Organizing projects
Objectives
How to move common reusable functions to modules and import them
Know about good practices for notebooks to make them reusable
Instructor note
20 min presentation and discussion
[this lesson is adapted from https://coderefinery.github.io/jupyter/06-sharing/]
It all started with a short and simple notebook but how to organize as projects and notebooks grow?
Avoiding repetitive code
Let’s imagine we wrote this function fancy_plot
for a hexagonal 2D histogram plot
(please try it in your notebook):
import seaborn as sns
# to get some random numbers
from numpy.random import default_rng
# this one is simple but let us imagine something very lengthy
def fancy_plot(x_values, y_values, color):
"""
Fancy function creating fancy plots.
"""
sns.jointplot(x=x_values, y=y_values, kind="hex", color=color)
rng = default_rng()
x_values = rng.standard_normal(500)
y_values = rng.standard_normal(500)
# call our function
fancy_plot(x_values, y_values, "#4cb391")
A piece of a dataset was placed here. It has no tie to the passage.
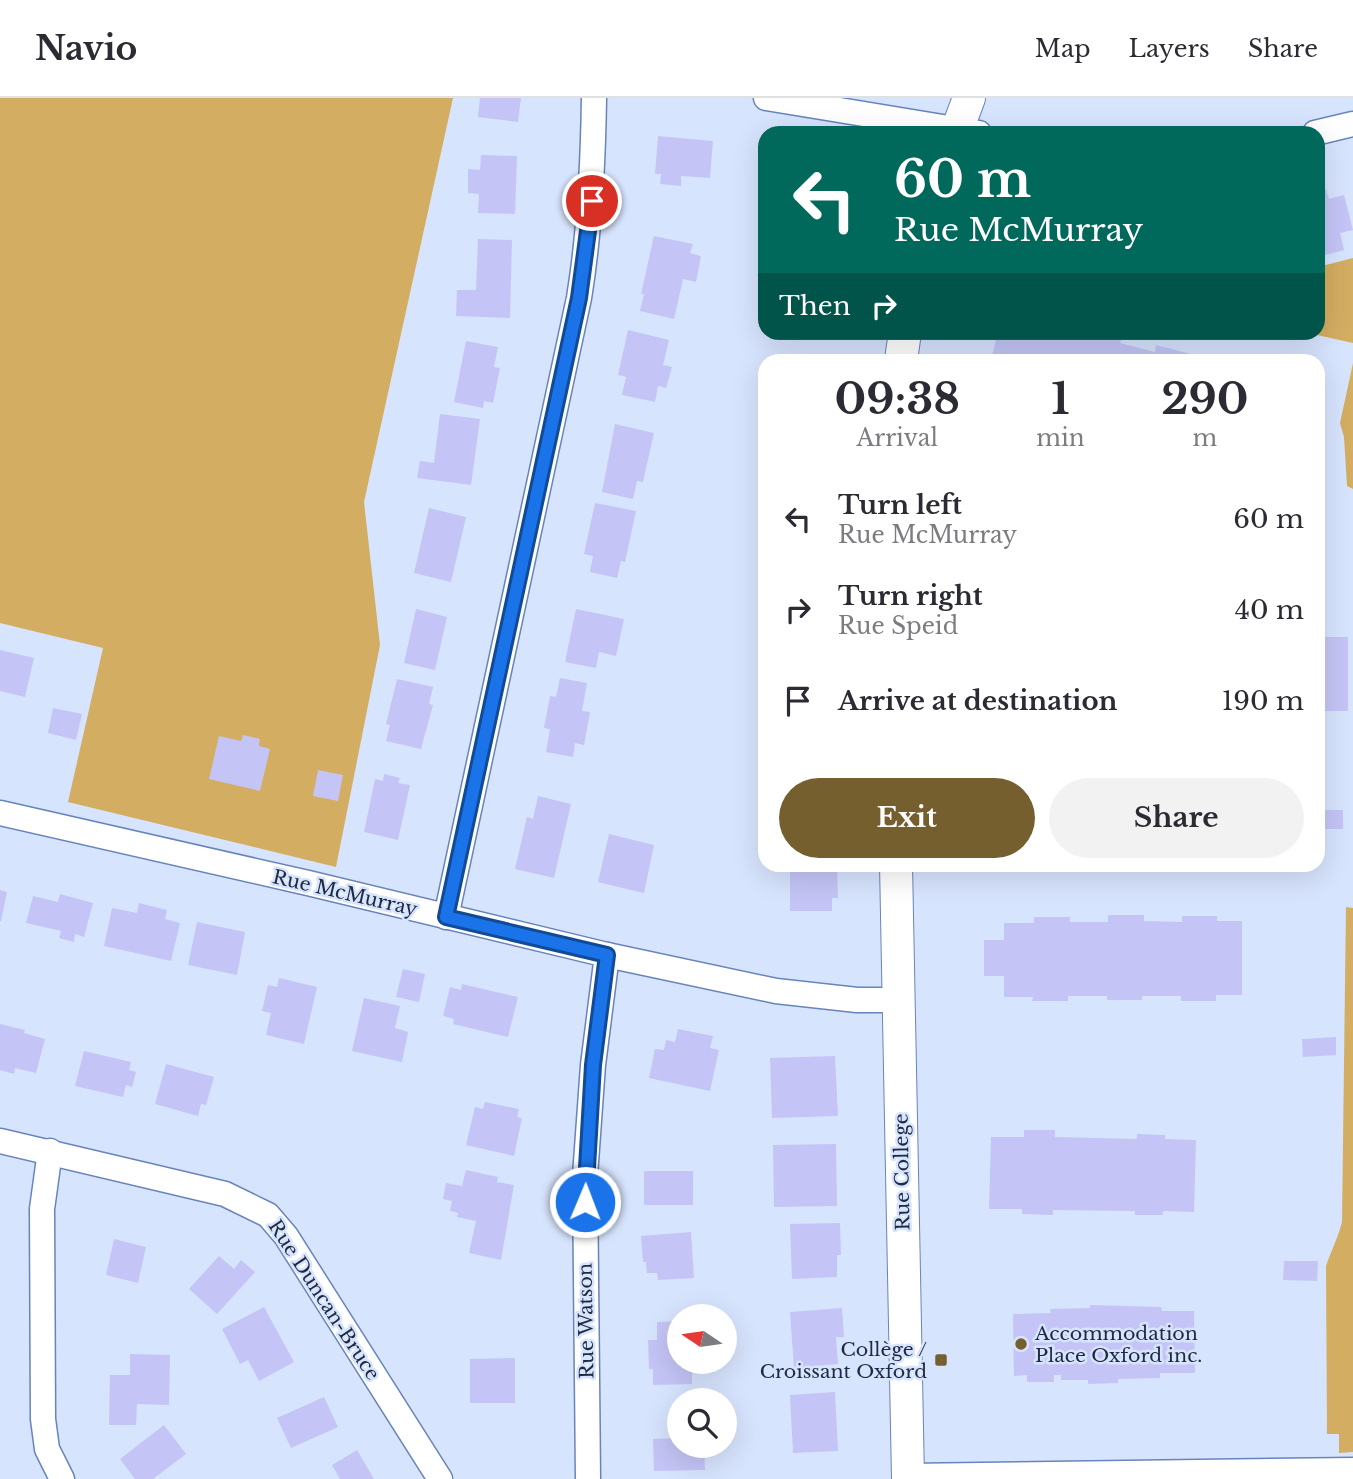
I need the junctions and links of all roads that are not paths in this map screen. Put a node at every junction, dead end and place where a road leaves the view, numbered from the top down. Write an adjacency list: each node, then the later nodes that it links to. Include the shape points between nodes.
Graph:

other_x_values = rng.standard_normal(500)
other_y_values = rng.standard_normal(500)
# call our function again, this time with other data
fancy_plot(other_x_values, other_y_values, "#fc9272")
Now we would like to use this function in 5 other notebooks without duplicating it over all of the notebooks (imagine the function is very lengthy).
It can be useful to create a Python file myplotfunctions.py
in the same
folder as the notebooks (you can change the name)
and place this code into myplotfunctions.py
:
import seaborn as sns
# this one is simple but let us imagine something very lengthy
def fancy_plot(x_values, y_values, color):
"""
Fancy function creating fancy plots.
"""
sns.jointplot(x=x_values, y=y_values, kind="hex", color=color)
Now we can simplify our notebook:
# to get some random numbers
from numpy.random import default_rng
from myplotfunctions import fancy_plot
rng = default_rng()
x_values = rng.standard_normal(500)
y_values = rng.standard_normal(500)
# call our function
fancy_plot(x_values, y_values, "#4cb391")
other_x_values = rng.standard_normal(500)
other_y_values = rng.standard_normal(500)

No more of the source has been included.